Cook, McHenry Counties sponsor lead removal program

paint led removal
Photo credit Andrew Burton/Getty Images

CHICAGO (WBBM NEWSRADIO) -- Lead-based paint was banned in 1978, but it's still lurking in many homes built before then.

A new program from Cook and McHenry counties will help remove lead paint from housing. Deanna Durica is the director of lead poisoning prevention for the Cook County Department of Public Health.

"When the law changed in 1978 so that lead could not be added to paint anymore, there was no provision for going around to all of the homes everywhere to remove any lead paint that existed," Durica said.

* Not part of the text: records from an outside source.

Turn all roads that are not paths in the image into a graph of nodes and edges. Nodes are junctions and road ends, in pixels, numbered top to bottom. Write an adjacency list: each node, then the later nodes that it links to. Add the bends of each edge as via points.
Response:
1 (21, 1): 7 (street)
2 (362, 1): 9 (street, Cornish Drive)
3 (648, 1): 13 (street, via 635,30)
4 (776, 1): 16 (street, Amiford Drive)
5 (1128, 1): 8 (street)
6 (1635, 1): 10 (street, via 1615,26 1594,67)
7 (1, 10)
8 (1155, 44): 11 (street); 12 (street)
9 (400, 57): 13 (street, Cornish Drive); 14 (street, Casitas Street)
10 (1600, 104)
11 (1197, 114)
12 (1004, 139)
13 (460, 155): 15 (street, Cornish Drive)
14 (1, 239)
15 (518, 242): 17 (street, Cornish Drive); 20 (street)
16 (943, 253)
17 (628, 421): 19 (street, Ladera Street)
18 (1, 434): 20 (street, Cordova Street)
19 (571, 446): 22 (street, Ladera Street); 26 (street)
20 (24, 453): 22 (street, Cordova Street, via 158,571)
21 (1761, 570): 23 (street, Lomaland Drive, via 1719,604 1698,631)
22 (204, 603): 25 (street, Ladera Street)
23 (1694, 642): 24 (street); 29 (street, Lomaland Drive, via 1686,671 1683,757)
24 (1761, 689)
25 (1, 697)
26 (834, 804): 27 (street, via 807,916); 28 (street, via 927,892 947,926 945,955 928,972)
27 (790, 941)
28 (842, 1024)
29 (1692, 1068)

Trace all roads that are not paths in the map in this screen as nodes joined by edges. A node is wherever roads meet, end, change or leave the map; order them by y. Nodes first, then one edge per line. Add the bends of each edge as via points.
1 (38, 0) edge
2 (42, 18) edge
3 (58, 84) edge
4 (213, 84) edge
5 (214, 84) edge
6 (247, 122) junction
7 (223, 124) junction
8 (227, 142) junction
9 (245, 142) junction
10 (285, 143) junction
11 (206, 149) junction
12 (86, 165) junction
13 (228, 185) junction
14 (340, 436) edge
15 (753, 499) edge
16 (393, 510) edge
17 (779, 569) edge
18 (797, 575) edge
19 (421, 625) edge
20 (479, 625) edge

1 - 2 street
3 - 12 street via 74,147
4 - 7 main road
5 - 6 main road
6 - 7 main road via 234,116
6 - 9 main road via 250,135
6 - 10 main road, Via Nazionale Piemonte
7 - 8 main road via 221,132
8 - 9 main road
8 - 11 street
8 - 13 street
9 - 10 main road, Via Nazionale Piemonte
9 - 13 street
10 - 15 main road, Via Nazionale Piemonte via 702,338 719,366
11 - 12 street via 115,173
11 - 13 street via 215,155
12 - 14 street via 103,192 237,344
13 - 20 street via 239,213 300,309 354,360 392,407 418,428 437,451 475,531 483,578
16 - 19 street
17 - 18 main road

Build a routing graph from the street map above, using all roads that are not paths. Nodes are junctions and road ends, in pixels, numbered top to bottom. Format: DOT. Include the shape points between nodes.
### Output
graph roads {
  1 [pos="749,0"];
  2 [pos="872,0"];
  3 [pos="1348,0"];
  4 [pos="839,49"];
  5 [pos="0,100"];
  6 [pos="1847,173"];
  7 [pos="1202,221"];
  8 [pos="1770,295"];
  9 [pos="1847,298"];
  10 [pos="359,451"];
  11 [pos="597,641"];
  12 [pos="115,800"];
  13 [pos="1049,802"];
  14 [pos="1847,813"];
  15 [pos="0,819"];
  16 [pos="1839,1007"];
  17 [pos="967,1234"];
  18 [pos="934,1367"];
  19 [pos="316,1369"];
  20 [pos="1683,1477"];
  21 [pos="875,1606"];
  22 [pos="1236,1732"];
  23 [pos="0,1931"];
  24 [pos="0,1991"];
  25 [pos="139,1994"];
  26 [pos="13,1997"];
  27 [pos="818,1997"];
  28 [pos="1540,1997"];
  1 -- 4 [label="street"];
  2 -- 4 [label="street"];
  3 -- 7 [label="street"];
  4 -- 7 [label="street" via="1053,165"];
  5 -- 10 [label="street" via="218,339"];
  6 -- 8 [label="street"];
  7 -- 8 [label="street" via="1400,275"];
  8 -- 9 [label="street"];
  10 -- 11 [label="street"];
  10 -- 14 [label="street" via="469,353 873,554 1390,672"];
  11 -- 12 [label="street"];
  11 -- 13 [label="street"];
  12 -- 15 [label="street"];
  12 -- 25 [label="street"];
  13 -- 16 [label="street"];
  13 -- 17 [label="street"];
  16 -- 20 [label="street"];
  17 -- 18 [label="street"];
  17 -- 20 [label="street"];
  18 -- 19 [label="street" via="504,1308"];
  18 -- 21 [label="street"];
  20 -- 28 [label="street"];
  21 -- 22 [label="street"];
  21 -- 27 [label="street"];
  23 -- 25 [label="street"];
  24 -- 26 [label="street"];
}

She said that lead-based paint is mainly only a hazard when it's deteriorating into chips or dust, which can easily expose a young child to harmful levels of lead.

"The stereotypical child who's eating the sweet-tasting paint chips...that's one way it can happen, certainly, but I think more commonly, it's exposure through the dust that is created by the deteriorating paint," Durica said.

Homes built before 1978 with children younger than six living there may be eligible for removal. Renters and homeowners with low to moderate income are encouraged to apply. More information is on the Cook or McHenry county websites.

"We know that [lead exposure] impacts [childrens'] academic success, their ability to learn, it impacts social and emotional development...we see a lot of those soft skills that are really important for academic and social success being more difficult after lead exposure," Durica said.

The lead removal program is funded in both counties by grants from the U.S. Department of Housing and Urban Development.